## What to work on
Keep the images out and copy every entry below exactly.

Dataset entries

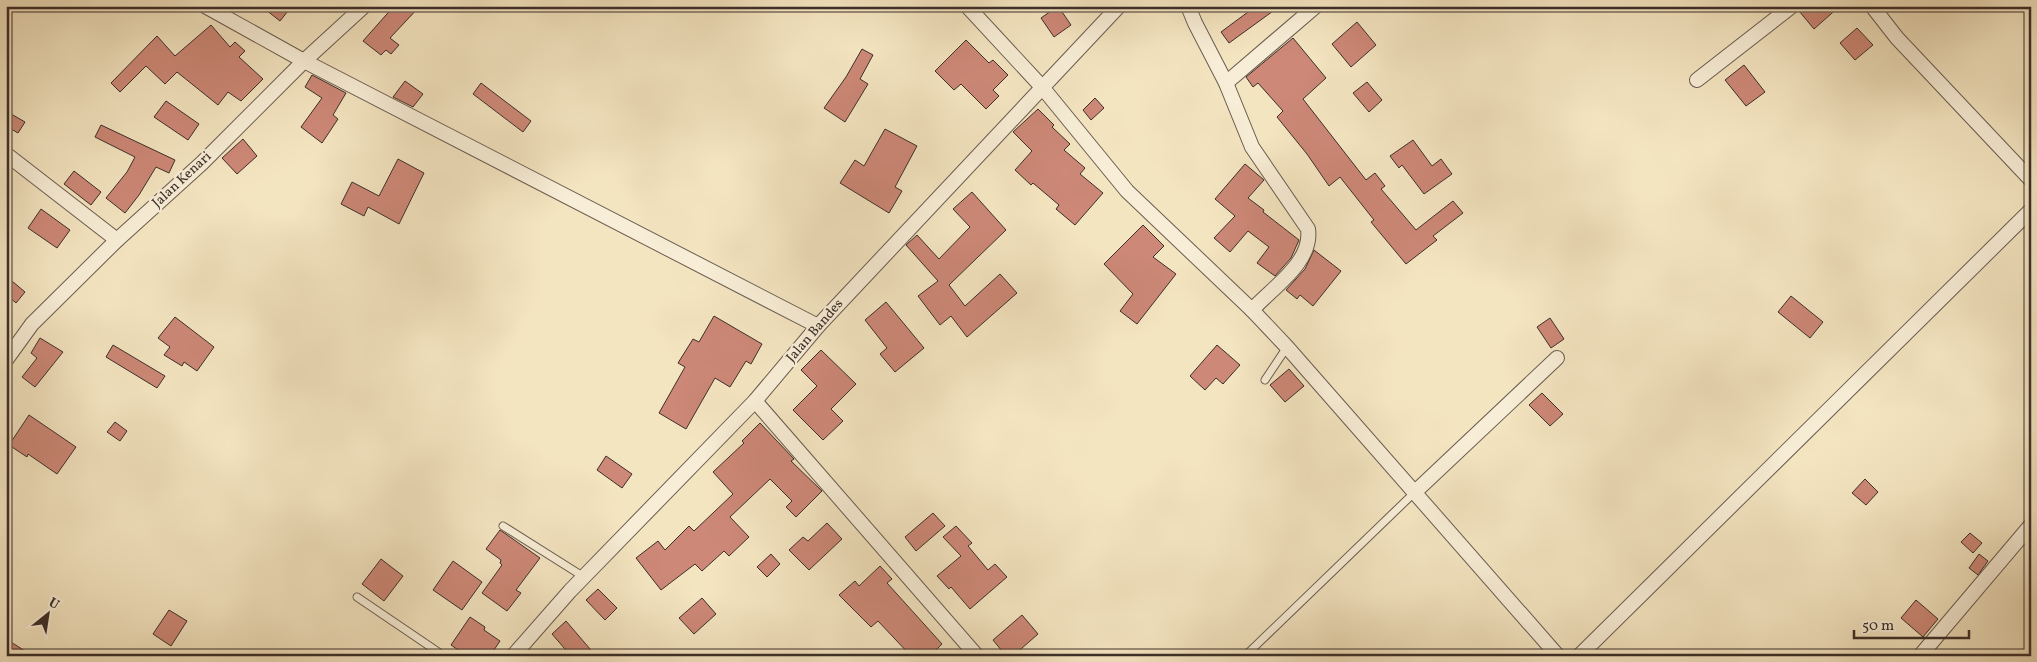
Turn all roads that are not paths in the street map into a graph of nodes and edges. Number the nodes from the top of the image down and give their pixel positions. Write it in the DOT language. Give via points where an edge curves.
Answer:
graph roads {
  1 [pos="205,6"];
  2 [pos="364,6"];
  3 [pos="966,6"];
  4 [pos="1119,6"];
  5 [pos="1188,6"];
  6 [pos="1316,6"];
  7 [pos="1792,6"];
  8 [pos="1872,6"];
  9 [pos="225,11"];
  10 [pos="304,61"];
  11 [pos="1697,80"];
  12 [pos="1226,83"];
  13 [pos="1042,87"];
  14 [pos="6,154"];
  15 [pos="2031,180"];
  16 [pos="2031,210"];
  17 [pos="117,240"];
  18 [pos="1252,310"];
  19 [pos="818,326"];
  20 [pos="1287,347"];
  21 [pos="1557,358"];
  22 [pos="6,360"];
  23 [pos="1265,380"];
  24 [pos="755,401"];
  25 [pos="1415,492"];
  26 [pos="2031,525"];
  27 [pos="503,526"];
  28 [pos="584,577"];
  29 [pos="357,597"];
  30 [pos="444,656"];
  31 [pos="513,656"];
  32 [pos="977,656"];
  33 [pos="1245,656"];
  34 [pos="1558,656"];
  35 [pos="1579,656"];
  36 [pos="1920,656"];
  1 -- 9 [label="street"];
  2 -- 10 [label="street, Jalan Kenari"];
  3 -- 13 [label="street"];
  4 -- 13 [label="street, Jalan Bandes"];
  5 -- 12 [label="street"];
  6 -- 12 [label="street"];
  7 -- 11 [label="street"];
  8 -- 15 [label="street" via="1897,38"];
  9 -- 10 [label="street"];
  10 -- 17 [label="street, Jalan Kenari"];
  10 -- 19 [label="street"];
  12 -- 18 [label="street" via="1252,147 1306,224 1309,235 1305,252 1296,267"];
  13 -- 18 [label="street" via="1127,192"];
  13 -- 19 [label="street, Jalan Bandes"];
  14 -- 17 [label="street"];
  16 -- 35 [label="street"];
  17 -- 22 [label="street, Jalan Kenari" via="32,324"];
  18 -- 20 [label="street"];
  19 -- 24 [label="street, Jalan Bandes"];
  20 -- 23 [label="lane"];
  20 -- 25 [label="street"];
  21 -- 25 [label="street"];
  24 -- 28 [label="street, Jalan Bandes"];
  24 -- 32 [label="street"];
  25 -- 33 [label="lane"];
  25 -- 34 [label="street"];
  26 -- 36 [label="street"];
  27 -- 28 [label="lane"];
  28 -- 31 [label="street, Jalan Bandes"];
  29 -- 30 [label="lane"];
}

## Response box
Turn all roads that are not paths in the street map into a graph of nodes and edges. Number the nodes from the top of the image down and give their pixel positions. Write it in the DOT language. Give via points where an edge curves.
Answer:
graph roads {
  1 [pos="205,6"];
  2 [pos="364,6"];
  3 [pos="966,6"];
  4 [pos="1119,6"];
  5 [pos="1188,6"];
  6 [pos="1316,6"];
  7 [pos="1792,6"];
  8 [pos="1872,6"];
  9 [pos="225,11"];
  10 [pos="304,61"];
  11 [pos="1697,80"];
  12 [pos="1226,83"];
  13 [pos="1042,87"];
  14 [pos="6,154"];
  15 [pos="2031,180"];
  16 [pos="2031,210"];
  17 [pos="117,240"];
  18 [pos="1252,310"];
  19 [pos="818,326"];
  20 [pos="1287,347"];
  21 [pos="1557,358"];
  22 [pos="6,360"];
  23 [pos="1265,380"];
  24 [pos="755,401"];
  25 [pos="1415,492"];
  26 [pos="2031,525"];
  27 [pos="503,526"];
  28 [pos="584,577"];
  29 [pos="357,597"];
  30 [pos="444,656"];
  31 [pos="513,656"];
  32 [pos="977,656"];
  33 [pos="1245,656"];
  34 [pos="1558,656"];
  35 [pos="1579,656"];
  36 [pos="1920,656"];
  1 -- 9 [label="street"];
  2 -- 10 [label="street, Jalan Kenari"];
  3 -- 13 [label="street"];
  4 -- 13 [label="street, Jalan Bandes"];
  5 -- 12 [label="street"];
  6 -- 12 [label="street"];
  7 -- 11 [label="street"];
  8 -- 15 [label="street" via="1897,38"];
  9 -- 10 [label="street"];
  10 -- 17 [label="street, Jalan Kenari"];
  10 -- 19 [label="street"];
  12 -- 18 [label="street" via="1252,147 1306,224 1309,235 1305,252 1296,267"];
  13 -- 18 [label="street" via="1127,192"];
  13 -- 19 [label="street, Jalan Bandes"];
  14 -- 17 [label="street"];
  16 -- 35 [label="street"];
  17 -- 22 [label="street, Jalan Kenari" via="32,324"];
  18 -- 20 [label="street"];
  19 -- 24 [label="street, Jalan Bandes"];
  20 -- 23 [label="lane"];
  20 -- 25 [label="street"];
  21 -- 25 [label="street"];
  24 -- 28 [label="street, Jalan Bandes"];
  24 -- 32 [label="street"];
  25 -- 33 [label="lane"];
  25 -- 34 [label="street"];
  26 -- 36 [label="street"];
  27 -- 28 [label="lane"];
  28 -- 31 [label="street, Jalan Bandes"];
  29 -- 30 [label="lane"];
}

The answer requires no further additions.